> [What you are asked to do]: Wherever a picture appears in the listing, leave it out, and copy the rest exactly.

> [Extracted entries]:
------------------------------------------------

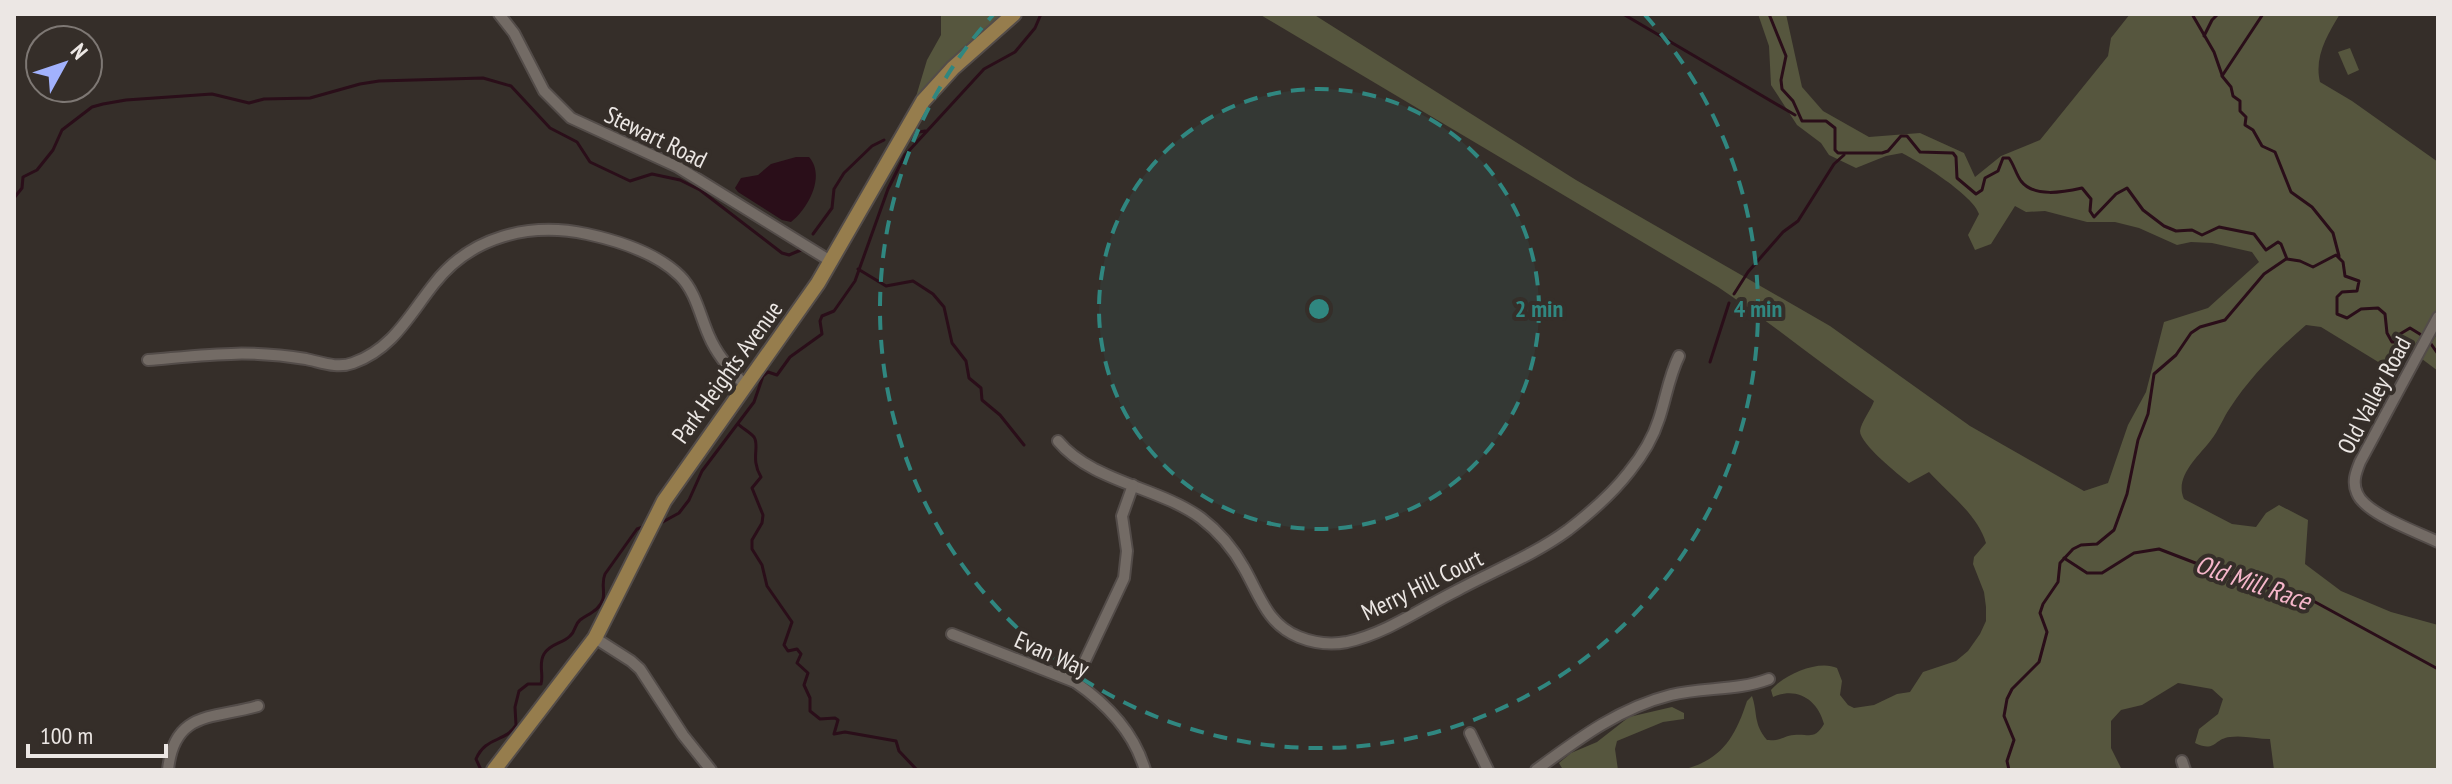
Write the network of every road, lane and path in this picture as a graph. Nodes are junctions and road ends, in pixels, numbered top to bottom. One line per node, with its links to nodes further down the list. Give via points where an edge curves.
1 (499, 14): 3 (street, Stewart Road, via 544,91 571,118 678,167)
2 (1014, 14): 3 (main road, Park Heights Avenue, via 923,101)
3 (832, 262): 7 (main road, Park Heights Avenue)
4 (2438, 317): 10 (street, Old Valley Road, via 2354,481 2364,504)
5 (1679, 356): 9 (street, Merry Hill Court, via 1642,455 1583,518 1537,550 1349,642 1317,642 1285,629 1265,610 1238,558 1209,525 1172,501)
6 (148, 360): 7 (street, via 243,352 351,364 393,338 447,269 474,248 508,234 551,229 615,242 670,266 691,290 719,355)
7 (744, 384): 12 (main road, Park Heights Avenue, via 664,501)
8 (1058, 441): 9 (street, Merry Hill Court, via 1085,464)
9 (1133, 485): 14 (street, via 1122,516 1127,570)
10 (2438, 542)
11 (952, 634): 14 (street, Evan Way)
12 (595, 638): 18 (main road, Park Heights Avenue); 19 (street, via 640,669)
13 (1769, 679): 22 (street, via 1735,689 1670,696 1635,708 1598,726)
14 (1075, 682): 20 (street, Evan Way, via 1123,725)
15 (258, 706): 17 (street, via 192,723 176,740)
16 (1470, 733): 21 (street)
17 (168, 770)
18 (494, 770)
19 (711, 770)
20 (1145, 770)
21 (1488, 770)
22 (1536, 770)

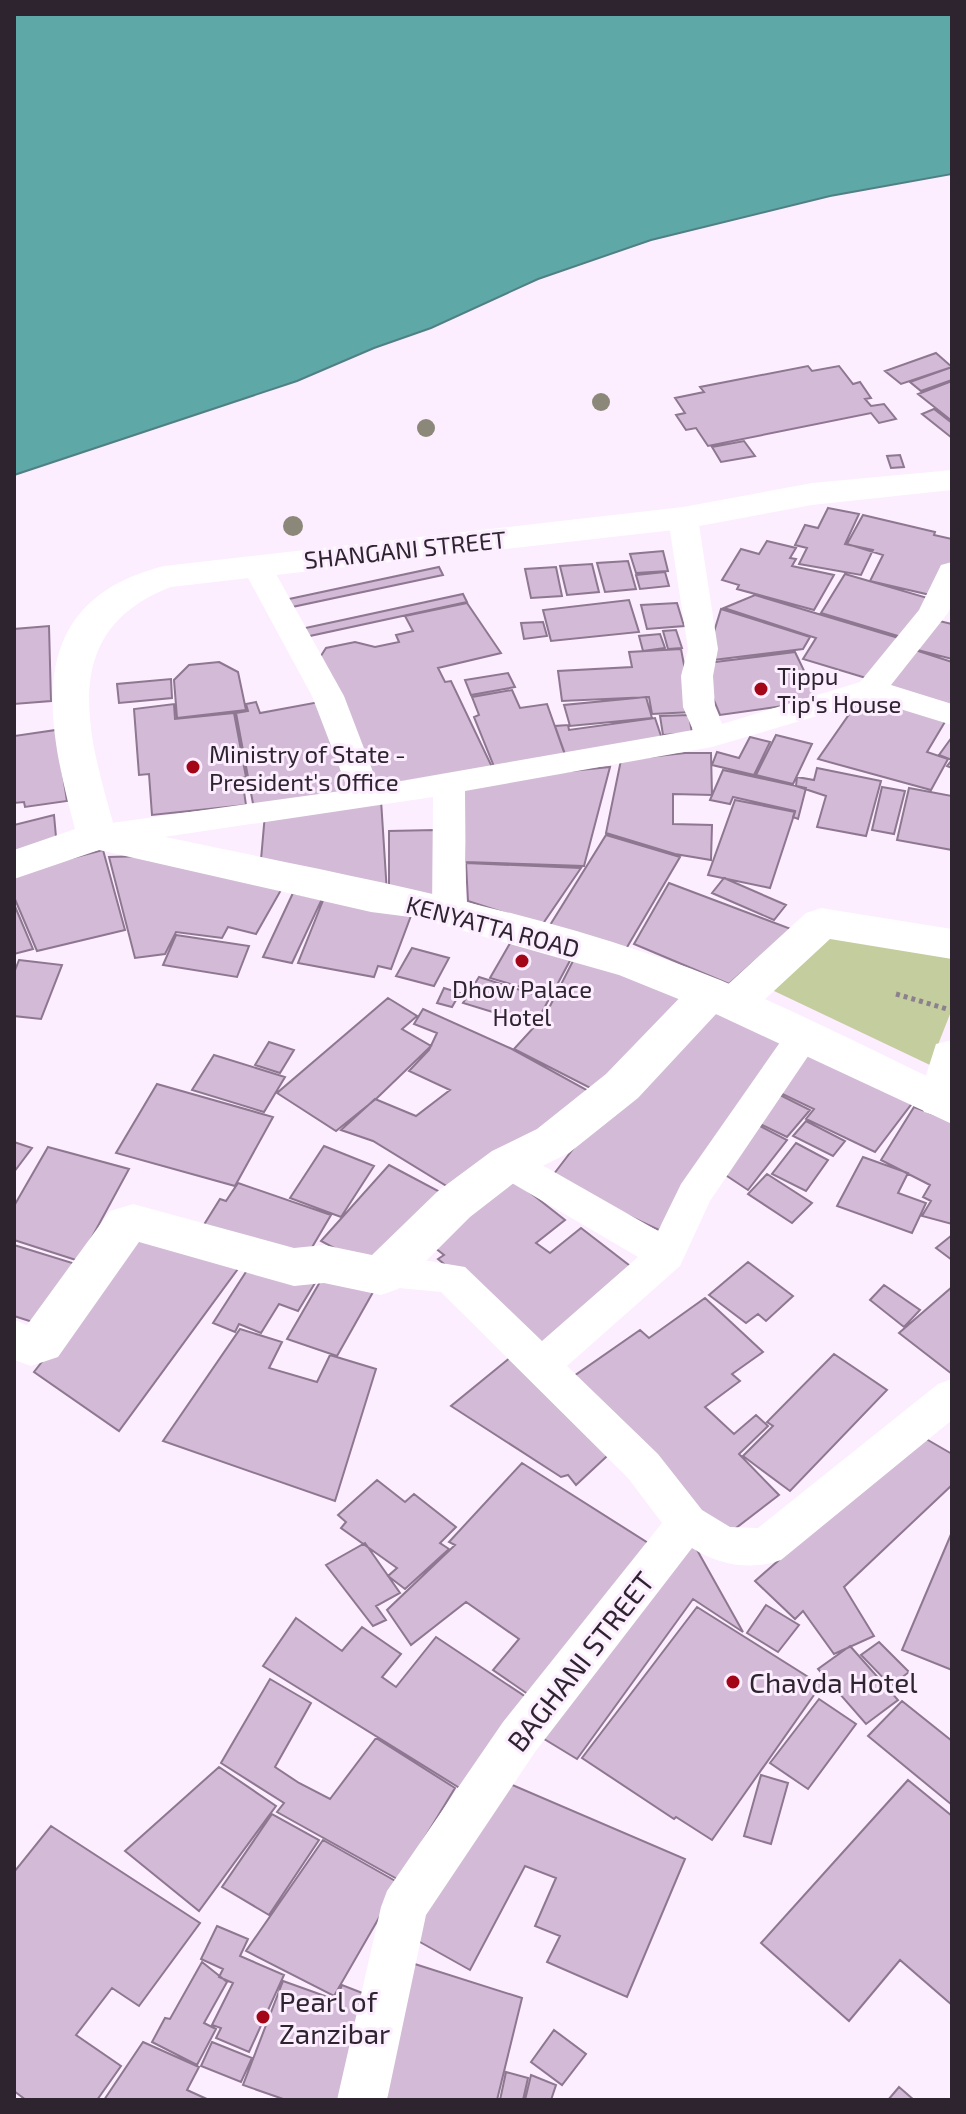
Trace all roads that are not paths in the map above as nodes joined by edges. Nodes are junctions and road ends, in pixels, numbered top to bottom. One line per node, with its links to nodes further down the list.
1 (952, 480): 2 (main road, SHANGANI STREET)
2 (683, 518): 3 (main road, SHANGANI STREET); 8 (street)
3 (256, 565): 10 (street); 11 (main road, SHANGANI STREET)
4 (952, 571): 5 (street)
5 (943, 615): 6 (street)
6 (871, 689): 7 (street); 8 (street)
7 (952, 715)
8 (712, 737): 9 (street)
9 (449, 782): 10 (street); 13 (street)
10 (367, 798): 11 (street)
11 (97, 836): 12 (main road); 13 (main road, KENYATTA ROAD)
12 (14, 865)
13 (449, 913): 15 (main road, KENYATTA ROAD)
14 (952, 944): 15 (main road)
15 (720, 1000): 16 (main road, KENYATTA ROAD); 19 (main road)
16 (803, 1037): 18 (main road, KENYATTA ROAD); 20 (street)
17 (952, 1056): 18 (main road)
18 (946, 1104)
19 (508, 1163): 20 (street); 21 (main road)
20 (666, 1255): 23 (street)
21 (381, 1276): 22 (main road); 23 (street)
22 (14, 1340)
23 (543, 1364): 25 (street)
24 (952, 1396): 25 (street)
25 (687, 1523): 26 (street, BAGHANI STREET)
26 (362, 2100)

------------------------------------------------

> [The completed task]:
Write the network of every road, lane and path in this picture as a graph. Nodes are junctions and road ends, in pixels, numbered top to bottom. One line per node, with its links to nodes further down the list. Give via points where an edge curves.
1 (499, 14): 3 (street, Stewart Road, via 544,91 571,118 678,167)
2 (1014, 14): 3 (main road, Park Heights Avenue, via 923,101)
3 (832, 262): 7 (main road, Park Heights Avenue)
4 (2438, 317): 10 (street, Old Valley Road, via 2354,481 2364,504)
5 (1679, 356): 9 (street, Merry Hill Court, via 1642,455 1583,518 1537,550 1349,642 1317,642 1285,629 1265,610 1238,558 1209,525 1172,501)
6 (148, 360): 7 (street, via 243,352 351,364 393,338 447,269 474,248 508,234 551,229 615,242 670,266 691,290 719,355)
7 (744, 384): 12 (main road, Park Heights Avenue, via 664,501)
8 (1058, 441): 9 (street, Merry Hill Court, via 1085,464)
9 (1133, 485): 14 (street, via 1122,516 1127,570)
10 (2438, 542)
11 (952, 634): 14 (street, Evan Way)
12 (595, 638): 18 (main road, Park Heights Avenue); 19 (street, via 640,669)
13 (1769, 679): 22 (street, via 1735,689 1670,696 1635,708 1598,726)
14 (1075, 682): 20 (street, Evan Way, via 1123,725)
15 (258, 706): 17 (street, via 192,723 176,740)
16 (1470, 733): 21 (street)
17 (168, 770)
18 (494, 770)
19 (711, 770)
20 (1145, 770)
21 (1488, 770)
22 (1536, 770)

Trace all roads that are not paths in the map above as nodes joined by edges. Nodes are junctions and road ends, in pixels, numbered top to bottom. One line per node, with its links to nodes further down the list.
1 (952, 480): 2 (main road, SHANGANI STREET)
2 (683, 518): 3 (main road, SHANGANI STREET); 8 (street)
3 (256, 565): 10 (street); 11 (main road, SHANGANI STREET)
4 (952, 571): 5 (street)
5 (943, 615): 6 (street)
6 (871, 689): 7 (street); 8 (street)
7 (952, 715)
8 (712, 737): 9 (street)
9 (449, 782): 10 (street); 13 (street)
10 (367, 798): 11 (street)
11 (97, 836): 12 (main road); 13 (main road, KENYATTA ROAD)
12 (14, 865)
13 (449, 913): 15 (main road, KENYATTA ROAD)
14 (952, 944): 15 (main road)
15 (720, 1000): 16 (main road, KENYATTA ROAD); 19 (main road)
16 (803, 1037): 18 (main road, KENYATTA ROAD); 20 (street)
17 (952, 1056): 18 (main road)
18 (946, 1104)
19 (508, 1163): 20 (street); 21 (main road)
20 (666, 1255): 23 (street)
21 (381, 1276): 22 (main road); 23 (street)
22 (14, 1340)
23 (543, 1364): 25 (street)
24 (952, 1396): 25 (street)
25 (687, 1523): 26 (street, BAGHANI STREET)
26 (362, 2100)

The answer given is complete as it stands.